Xman wakes up in a hospital. The nurse and the doctor are talking about Xman, trying to interest him in their project. The nurse is Fatima, she leaves, the doctor tells him she had been here to see Xaviero McShayne, who had just expired. The doctor leaves, Rosalie shows up, with her just-born infant. Rosalie and baby leave, and Fatima and the doctor return, and they speak, mostly Fatima telling her story, trying to recruit Xman. She ends by telling Xman there is a paid-for room waiting for him in a hotel near Times Square, and a check for his immediate needs.

Running around lower Manhattan, Xman, now frequently referred to as Xman von Dungen, at some point notices he has a pursuer, and after failing to shake him, ends up sharing a cafe table with him. After long conversation, Xman agrees to attend the offered terrorist cell meeting, led by Fatima. The pursuer, known as "The Lieutenant", gives a speech on the benefits of working with Fatima. Along the way, we learn the Lieutenant's is known as Siegfried, nickname Ziggy, real name Mahatma, commonly abbreviated S/M.

Speeches over, Xman goes wandering through Manhattan again, ends up to see Rosalie and he hopes his child. She tells him "it's too late," and reads to their child the story of a very poor Caucasian woodcutter, Sven, his wife, Yekaterina Ivanovnanookna, and their seventeen strapping sons. The point of the story is that things are over between Rosalie and Xman, and so he leaves.

Wandering around he sees a few Arabs leave a car, shoot two people, then drive off. Xman continues to wander, spots Fatima, follows her into a movie theater, sits down by her. Fatima asks Xman what he thought of the Arabs, and discusses her terrorism. After annoying the other patrons with their conversation, they leave for a coffee shop, continuing their conversation. They end up at the hotel near Times Square, with more of Fatima's group. Eventually, Xman is assigned to work with Gunhildo né Grigorevitch, and they blow up a bridge next day, timed for a prominent slumlord's crossing. At his next meeting, Xman is told to go away for a while. He pays another visit to Rosalie and their child. When he leaves, Xman feels he is advancing toward death, and this secret makes him feel infinitely strong.

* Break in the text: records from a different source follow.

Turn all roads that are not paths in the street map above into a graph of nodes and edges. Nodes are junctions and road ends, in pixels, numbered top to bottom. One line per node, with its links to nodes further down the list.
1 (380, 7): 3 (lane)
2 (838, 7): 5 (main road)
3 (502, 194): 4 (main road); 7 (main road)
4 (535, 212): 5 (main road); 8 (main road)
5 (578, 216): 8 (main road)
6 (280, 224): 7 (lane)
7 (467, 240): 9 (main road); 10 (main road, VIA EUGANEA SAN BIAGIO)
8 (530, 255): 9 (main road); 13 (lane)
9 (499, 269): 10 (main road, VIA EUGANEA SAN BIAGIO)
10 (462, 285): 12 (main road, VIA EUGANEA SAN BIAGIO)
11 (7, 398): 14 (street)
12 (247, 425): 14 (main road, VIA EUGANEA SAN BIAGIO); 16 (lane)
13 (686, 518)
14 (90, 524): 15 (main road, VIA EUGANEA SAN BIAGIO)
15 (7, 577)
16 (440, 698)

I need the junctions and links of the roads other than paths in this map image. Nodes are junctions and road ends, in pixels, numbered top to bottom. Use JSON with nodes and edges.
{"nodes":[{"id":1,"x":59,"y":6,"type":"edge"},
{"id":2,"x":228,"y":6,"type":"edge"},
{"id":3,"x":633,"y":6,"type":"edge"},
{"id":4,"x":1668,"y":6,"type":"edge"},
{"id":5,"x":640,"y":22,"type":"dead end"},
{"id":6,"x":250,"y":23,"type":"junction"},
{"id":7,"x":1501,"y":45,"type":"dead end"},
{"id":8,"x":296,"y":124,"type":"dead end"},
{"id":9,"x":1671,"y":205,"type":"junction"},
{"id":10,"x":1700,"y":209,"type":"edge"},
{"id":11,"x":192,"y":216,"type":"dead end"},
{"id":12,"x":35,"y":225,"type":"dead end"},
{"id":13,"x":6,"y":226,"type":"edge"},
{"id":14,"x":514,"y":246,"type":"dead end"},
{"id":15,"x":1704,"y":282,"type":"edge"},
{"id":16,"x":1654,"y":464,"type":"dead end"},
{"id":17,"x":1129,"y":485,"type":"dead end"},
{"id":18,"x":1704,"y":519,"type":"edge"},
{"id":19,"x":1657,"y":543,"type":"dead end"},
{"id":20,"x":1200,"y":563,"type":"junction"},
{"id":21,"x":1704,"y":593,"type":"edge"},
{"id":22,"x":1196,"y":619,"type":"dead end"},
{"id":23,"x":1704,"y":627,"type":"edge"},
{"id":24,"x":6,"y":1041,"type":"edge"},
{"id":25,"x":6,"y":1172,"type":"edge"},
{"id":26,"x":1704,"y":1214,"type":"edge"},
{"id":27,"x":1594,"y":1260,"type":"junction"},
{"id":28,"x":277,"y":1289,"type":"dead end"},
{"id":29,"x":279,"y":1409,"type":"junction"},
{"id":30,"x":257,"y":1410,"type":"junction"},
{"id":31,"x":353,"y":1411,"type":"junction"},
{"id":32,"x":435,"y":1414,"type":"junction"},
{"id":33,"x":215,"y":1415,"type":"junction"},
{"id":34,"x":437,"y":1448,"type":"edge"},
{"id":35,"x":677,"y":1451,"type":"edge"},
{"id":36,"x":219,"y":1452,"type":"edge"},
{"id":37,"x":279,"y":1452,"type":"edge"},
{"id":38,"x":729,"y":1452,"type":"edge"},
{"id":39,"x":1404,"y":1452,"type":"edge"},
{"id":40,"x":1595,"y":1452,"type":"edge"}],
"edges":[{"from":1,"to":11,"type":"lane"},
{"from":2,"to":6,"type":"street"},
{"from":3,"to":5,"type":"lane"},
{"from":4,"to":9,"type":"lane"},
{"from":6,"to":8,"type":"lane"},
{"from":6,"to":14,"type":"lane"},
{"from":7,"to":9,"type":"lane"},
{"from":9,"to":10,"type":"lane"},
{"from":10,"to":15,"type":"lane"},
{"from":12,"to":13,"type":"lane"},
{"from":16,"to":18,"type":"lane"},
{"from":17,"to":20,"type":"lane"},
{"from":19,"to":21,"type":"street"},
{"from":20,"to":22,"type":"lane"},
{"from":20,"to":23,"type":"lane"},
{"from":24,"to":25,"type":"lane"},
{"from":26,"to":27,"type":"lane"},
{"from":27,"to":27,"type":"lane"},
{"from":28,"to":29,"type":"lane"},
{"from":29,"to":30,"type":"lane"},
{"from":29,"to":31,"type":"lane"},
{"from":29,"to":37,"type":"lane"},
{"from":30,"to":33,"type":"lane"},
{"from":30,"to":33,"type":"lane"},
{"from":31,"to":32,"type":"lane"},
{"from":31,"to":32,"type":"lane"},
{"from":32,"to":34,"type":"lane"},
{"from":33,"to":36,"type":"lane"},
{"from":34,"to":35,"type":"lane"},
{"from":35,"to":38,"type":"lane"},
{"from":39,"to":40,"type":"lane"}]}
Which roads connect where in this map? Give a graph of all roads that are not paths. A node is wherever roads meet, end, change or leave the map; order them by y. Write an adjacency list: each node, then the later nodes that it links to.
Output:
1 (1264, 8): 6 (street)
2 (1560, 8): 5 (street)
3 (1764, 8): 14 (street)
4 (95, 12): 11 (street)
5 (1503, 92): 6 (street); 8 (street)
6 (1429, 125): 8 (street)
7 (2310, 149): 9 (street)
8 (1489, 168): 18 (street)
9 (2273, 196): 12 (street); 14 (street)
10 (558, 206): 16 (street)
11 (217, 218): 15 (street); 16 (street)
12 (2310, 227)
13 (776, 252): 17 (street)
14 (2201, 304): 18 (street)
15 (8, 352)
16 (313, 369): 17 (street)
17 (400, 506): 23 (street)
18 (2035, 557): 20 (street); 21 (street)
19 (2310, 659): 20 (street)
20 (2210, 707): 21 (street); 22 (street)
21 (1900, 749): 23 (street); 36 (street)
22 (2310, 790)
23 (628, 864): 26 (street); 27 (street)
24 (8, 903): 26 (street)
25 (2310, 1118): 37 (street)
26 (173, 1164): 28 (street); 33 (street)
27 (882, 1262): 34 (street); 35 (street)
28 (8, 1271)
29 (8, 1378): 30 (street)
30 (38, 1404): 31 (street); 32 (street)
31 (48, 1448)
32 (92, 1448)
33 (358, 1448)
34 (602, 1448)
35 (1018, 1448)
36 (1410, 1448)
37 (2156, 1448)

With the others, Xman attends the funeral of the slumlord. Xman finds that death is what he's looking for: "captionless and devoid of symptomal content.". During a eulogy, Siegfried throws Xman a sawed-off shotgun, who fires, first at Fatima, then the others. Chaos breaks out, Xman himself is shot, he throws a bomb, and dies.

==Reception==

At its best, Xman brings the reader to reflect anew on ways of knowing and truths of being in an uncertain world
— Harry Marten, "Here Comes Nobody", New York Times, 1987

Xman's trek is through a forest of urban symbols, and the only way out—aside from slamming the cover and retreating into the sky above the tangled passages—is to stay to the end. It is not easy going
— Stewart Lindh, "Let the Unknown Be X", Los Angeles Times 11/22/1987

As metaphors compound and sentences unwind around the questions of reality and response, Brodsky creates a novel of stunning impact. He uses his "Everyman" to explore and explode the urban world and in doing so explodes the novel form itself, piling up images in a flowing narrative that invades characters to find the story within the story. Contemporary fiction at its most robust; highly recommended.